When I run the following OpenCL program (vector and global work size si 4096, local work size is 256):

[plain]#pragma OPENCL EXTENSION cl_khr_fp64 : enable

__kernel __attribute__((vec_type_hint(double)))
void add(__global __read_only double *a,
         __global __read_only double *b,
         __global __write_only double *c)
{
    size_t i = get_global_id(0);
    c = a + b;
}[/plain]

I get these execution times on average:

INTEL: 1.45s

AMD: 0.45s

NVIDIA: 1.1s (probably due to overhead)

native: 2.35s (single CPU)

What could be the reason?

The times I meassured were actually bogus. Correct numbers can be found in post #18. I was also using clWaitForEvents instead of clFinish. According to the Tips and Tricks for Kernel Development it is better to use clFinish with the Intel OpenCL SDK.

Thanks

zhaopeng · ‎05-11-2011

I have also got similar result.

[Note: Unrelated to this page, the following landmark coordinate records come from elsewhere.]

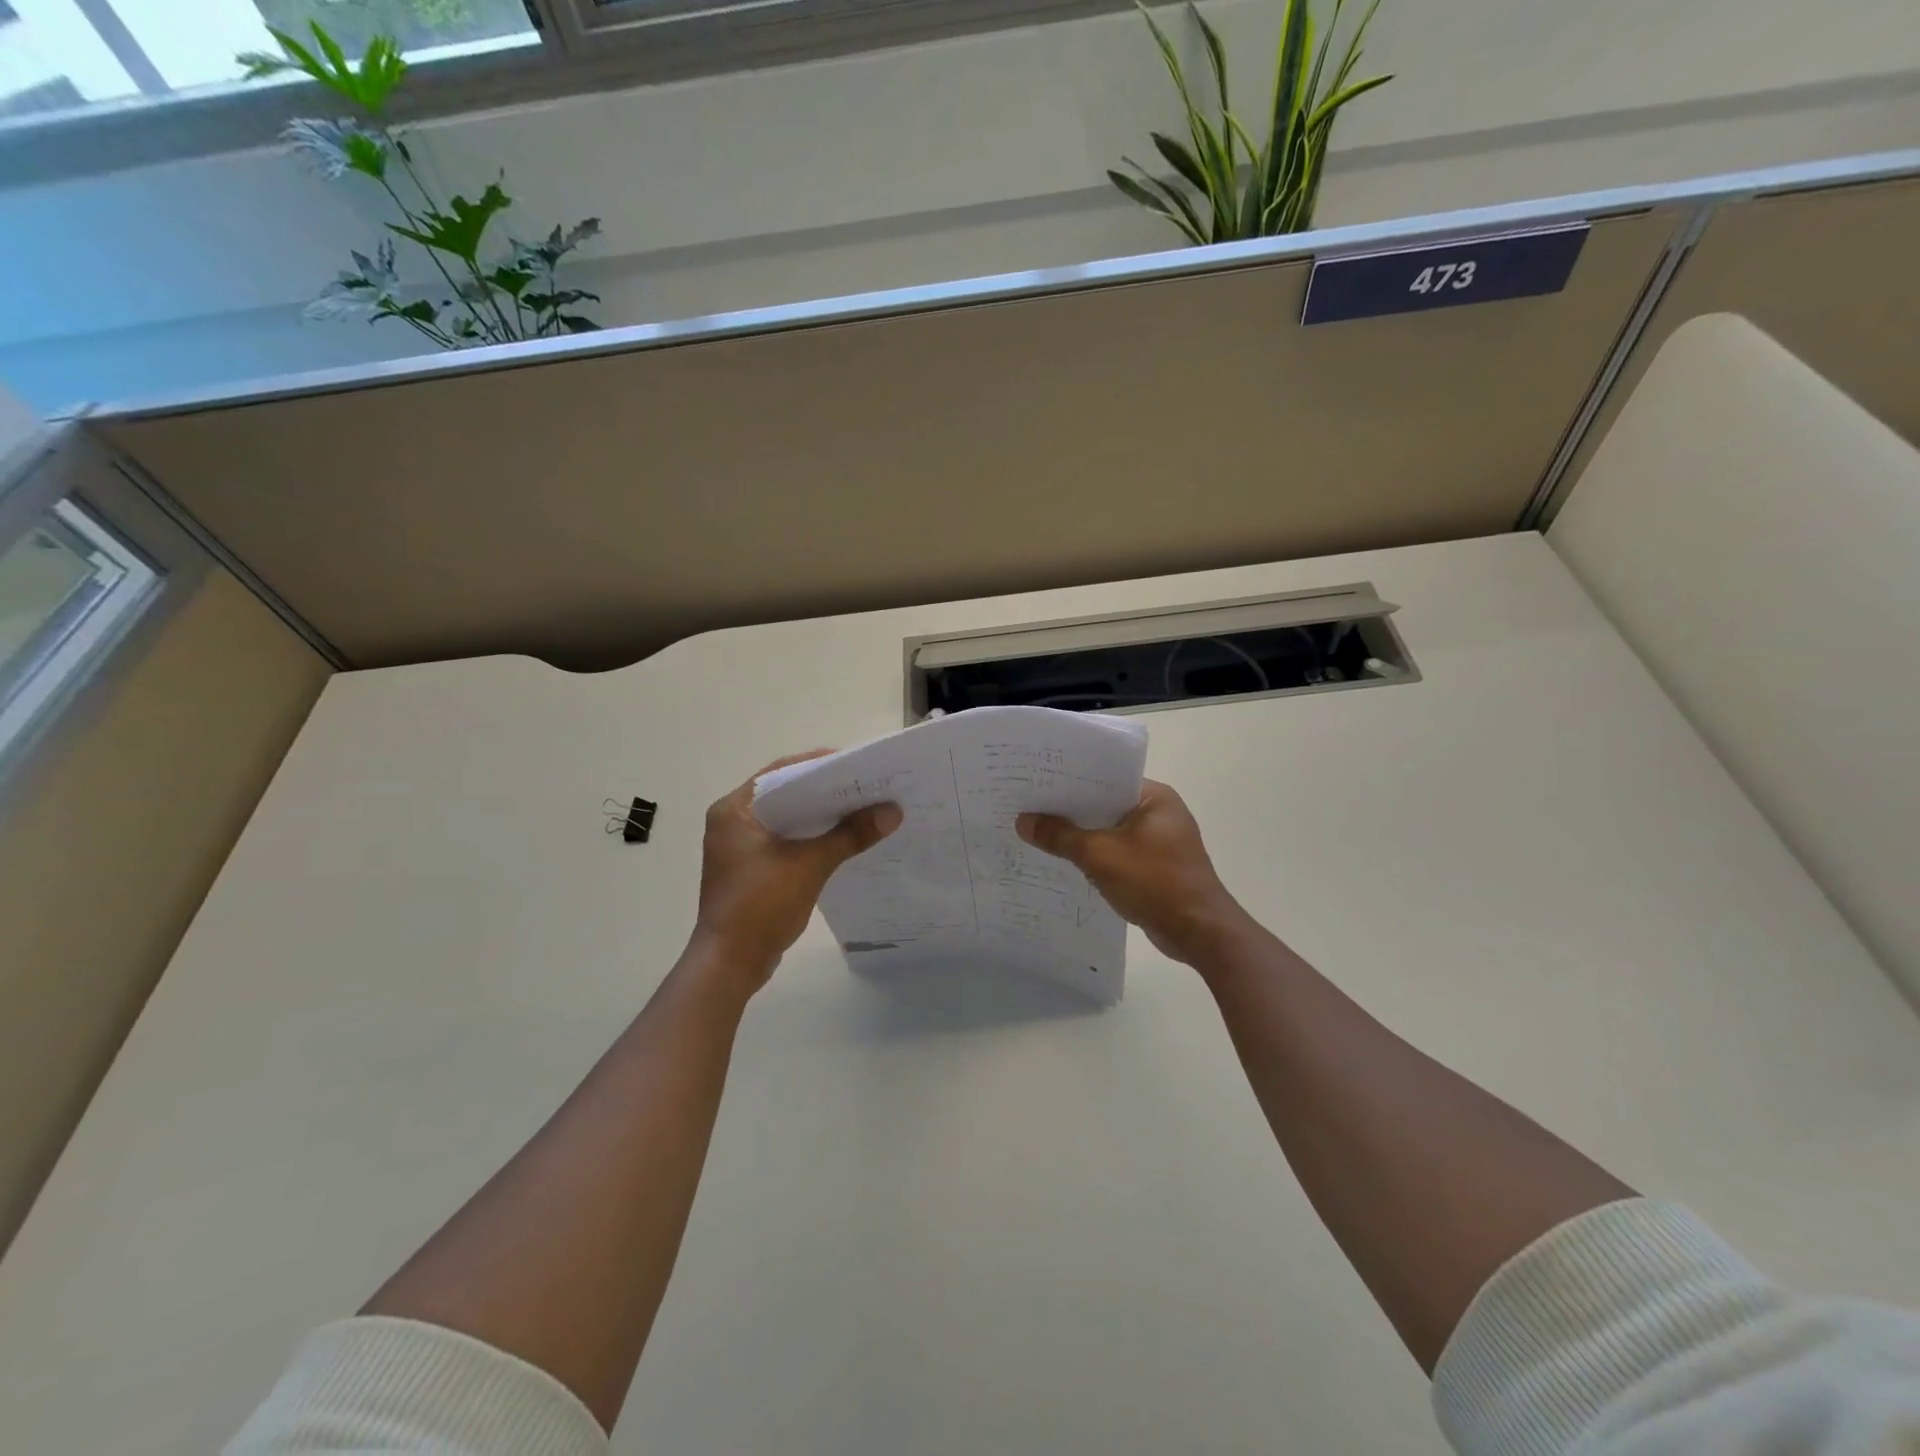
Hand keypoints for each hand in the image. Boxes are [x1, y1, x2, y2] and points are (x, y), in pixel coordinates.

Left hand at [692, 751, 901, 989]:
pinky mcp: (752, 869)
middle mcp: (733, 821)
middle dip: (827, 791)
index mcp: (735, 809)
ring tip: (863, 809)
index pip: (782, 772)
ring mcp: (741, 847)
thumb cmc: (760, 905)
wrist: (730, 964)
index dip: (820, 764)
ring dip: (822, 816)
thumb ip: (850, 835)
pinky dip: (813, 838)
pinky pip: (787, 841)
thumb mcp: (810, 865)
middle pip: (787, 794)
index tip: (857, 765)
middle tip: (867, 786)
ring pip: (788, 819)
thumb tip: (893, 811)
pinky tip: (844, 839)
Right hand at [1017, 780, 1250, 967]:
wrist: (1200, 934)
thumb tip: (1023, 821)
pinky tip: (1064, 861)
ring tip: (1038, 832)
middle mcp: (1159, 813)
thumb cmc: (1155, 883)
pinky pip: (1117, 853)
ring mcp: (1159, 842)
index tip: (1036, 783)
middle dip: (1070, 810)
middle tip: (1028, 807)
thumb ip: (1060, 836)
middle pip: (1105, 804)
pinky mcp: (1156, 867)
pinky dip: (1095, 856)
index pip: (1105, 778)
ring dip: (1081, 835)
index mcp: (1154, 797)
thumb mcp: (1101, 856)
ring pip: (1109, 830)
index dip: (1070, 780)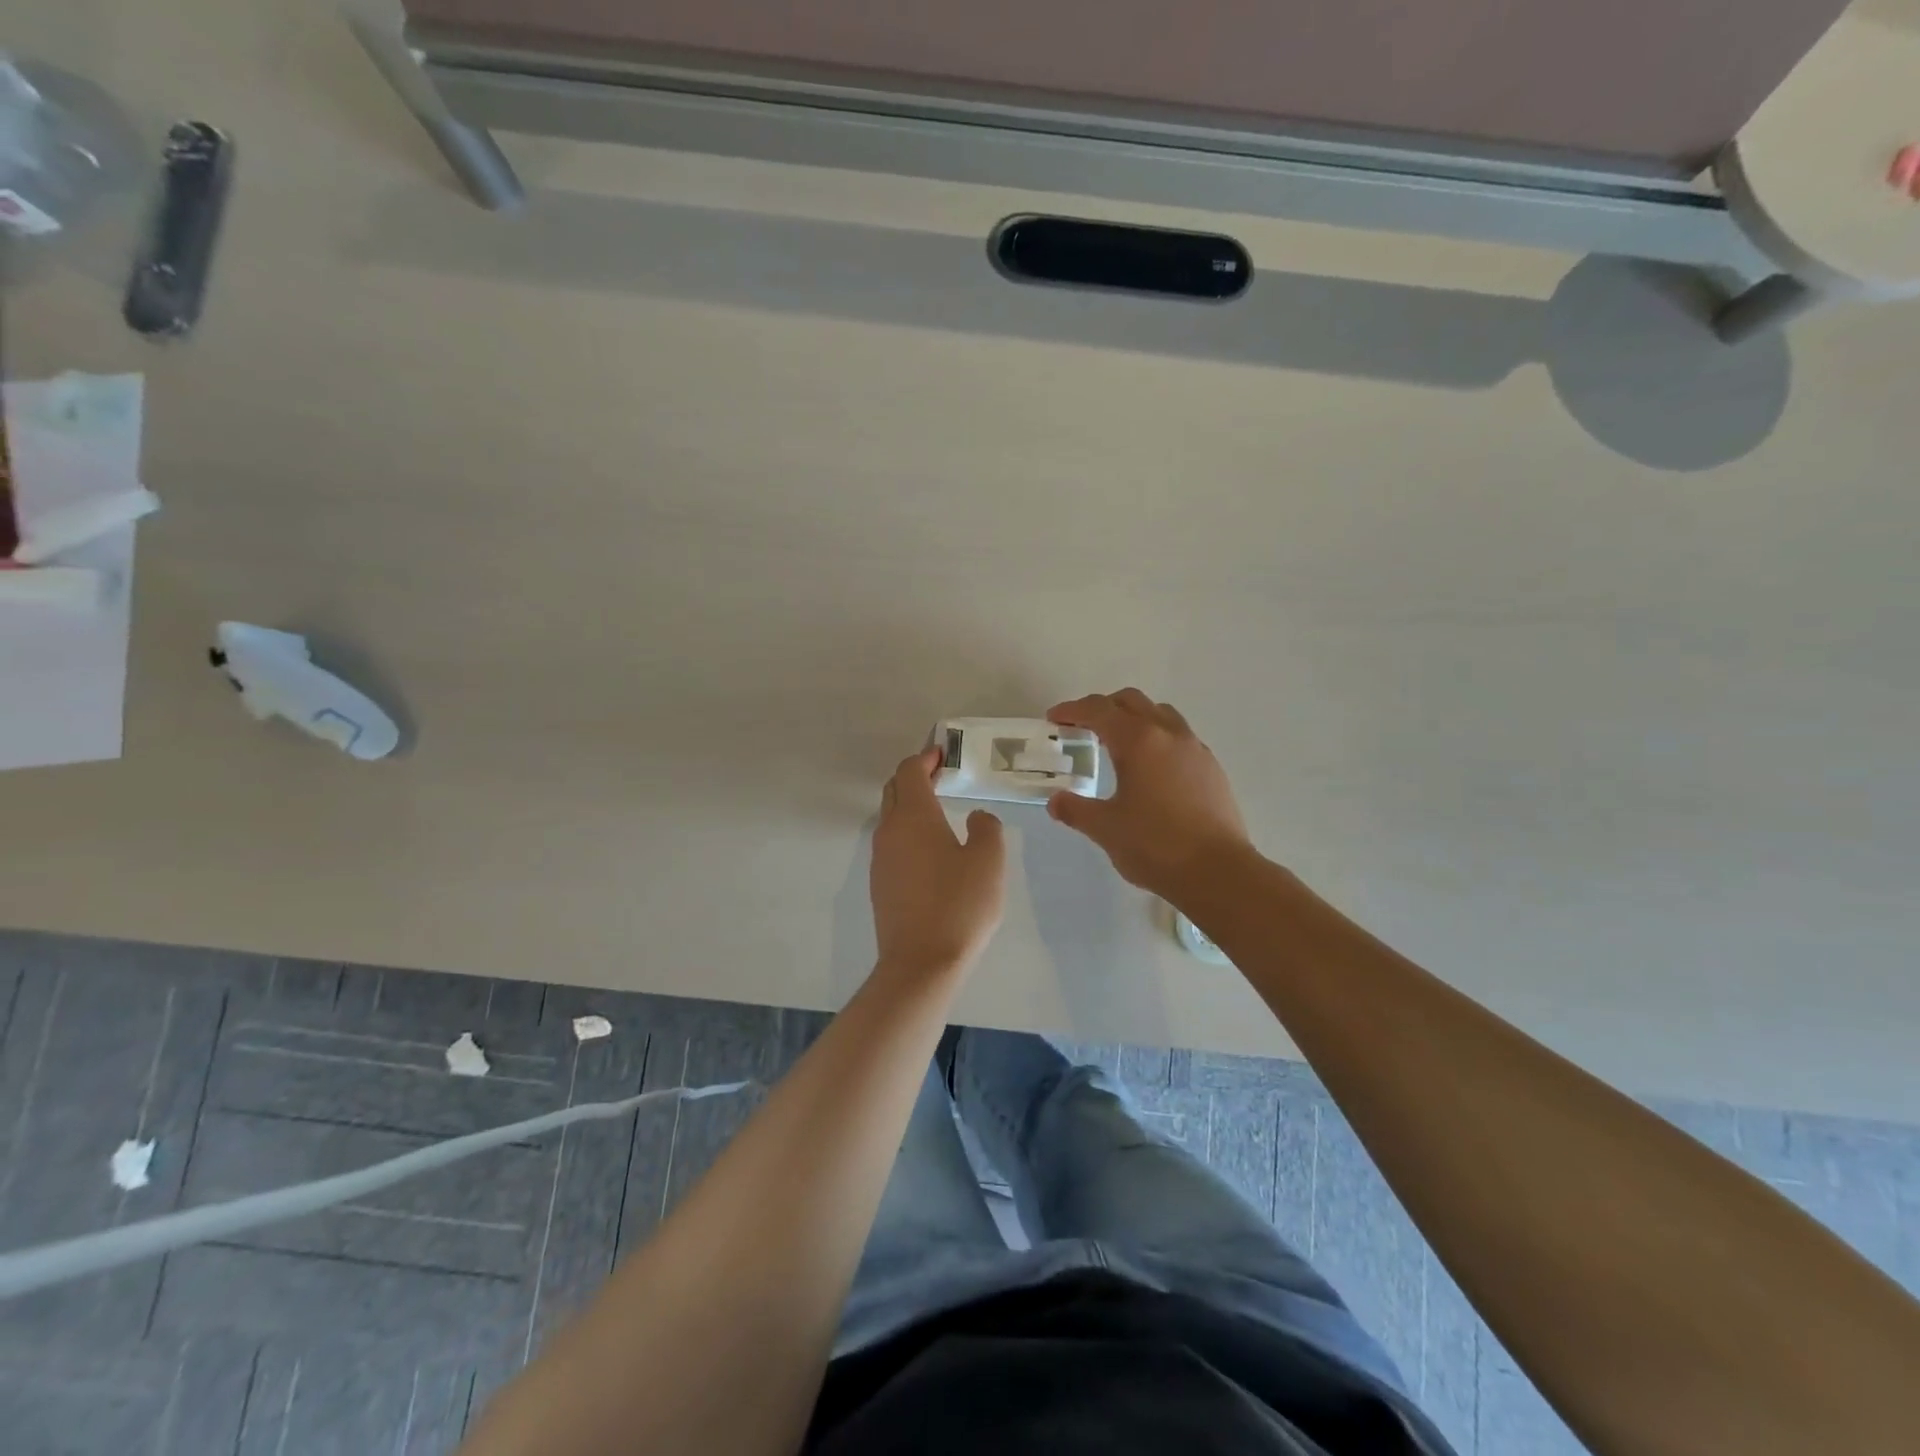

The performance of my median filter sample using Intel SDK is half of that using AMD SDK.

However, the linux support of Intel OpenCL SDK is still in preview state. Maybe it will be optimized in future.

gzahl · ‎05-11-2011

Hey,

I have no experience at all (yet) in OpenCL development, but take a look at

http://software.intel.com/en-us/articles/tips-and-tricks-for-kernel-development/

"Avoiding Spurious Operations in Kernel Code"

Maybe this could help your performance?

Cheers

Manuel

Maxim_S_Intel · ‎05-11-2011

Indeed, as pointed by gzahl, using unsigned int as a type forwork-item id introduces overhead of down-casting actual 64-bit value to 32-bits. Best practice is to use size_t that works both for 32- and 64-bit platforms.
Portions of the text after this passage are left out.